Snail specimen identification
All PCR set up was performed in a clean ‘PCR room’ within a UV sterilisable cabinet and in a separate laboratory to DNA extraction using dedicated equipment and PPE. To ensure the unidirectional workflow DNA extracts are collected from the DNA extraction laboratory and transferred to the PCR set-up laboratory. Laboratory personnel do not return to the DNA extraction laboratory during that same day thus maintaining the unidirectional workflow.

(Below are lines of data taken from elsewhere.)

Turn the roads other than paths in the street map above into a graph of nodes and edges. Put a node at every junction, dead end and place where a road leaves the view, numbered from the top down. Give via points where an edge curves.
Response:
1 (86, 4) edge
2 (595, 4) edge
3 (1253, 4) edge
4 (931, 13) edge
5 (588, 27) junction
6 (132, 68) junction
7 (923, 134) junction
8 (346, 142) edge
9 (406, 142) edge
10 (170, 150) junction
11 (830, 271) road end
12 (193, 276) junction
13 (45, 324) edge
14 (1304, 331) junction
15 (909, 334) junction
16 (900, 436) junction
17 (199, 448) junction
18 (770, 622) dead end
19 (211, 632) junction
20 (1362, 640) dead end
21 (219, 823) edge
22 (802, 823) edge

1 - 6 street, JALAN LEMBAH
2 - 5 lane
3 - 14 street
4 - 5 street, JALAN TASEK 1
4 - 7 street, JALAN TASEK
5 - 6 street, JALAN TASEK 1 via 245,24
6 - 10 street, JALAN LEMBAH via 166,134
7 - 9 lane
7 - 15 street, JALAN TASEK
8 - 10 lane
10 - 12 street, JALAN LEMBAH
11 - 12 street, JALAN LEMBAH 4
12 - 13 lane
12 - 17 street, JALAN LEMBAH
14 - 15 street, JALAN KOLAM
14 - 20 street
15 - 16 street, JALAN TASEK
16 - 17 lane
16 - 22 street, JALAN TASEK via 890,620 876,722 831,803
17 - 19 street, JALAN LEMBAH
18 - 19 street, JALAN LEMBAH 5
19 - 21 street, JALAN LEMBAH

PCR was performed to confirm the identity of the provided snail specimens using the mICOIintF/jgHCO2198 primer combination (Leray et al. 2013). These primers amplify a fragment of the Cytochrome c Oxidase subunit I gene (COI) and have been shown to perform well in invertebrate metabarcoding studies (Leray et al. 2013; Geller et al. 2013). PCRs were set up in a total volume of 25 µL consisting of: 2 µL of extracted template DNA, 2.5 µL of each primer (0.4 µmol/L), 12.5 µL of Itaq (BioRad) Sybr Green mastermix, and 5.5 µL ddH2O. Each sample was run in duplicate on a Bio-Rad CFX Connect real-time PCR machine as follows: an initial incubation for 1 minute at 95⁰C; followed by 35 cycles with a melting temperature of 95°C for 1 minute; an annealing temperature of 40⁰C and a final extension step at 72⁰C for 90 seconds before holding at 4⁰C until collection of PCR products for analysis. After PCR and amplicon clean-up, PCR products were Sanger sequenced using mICOIintF and returned sequences identified using BLAST.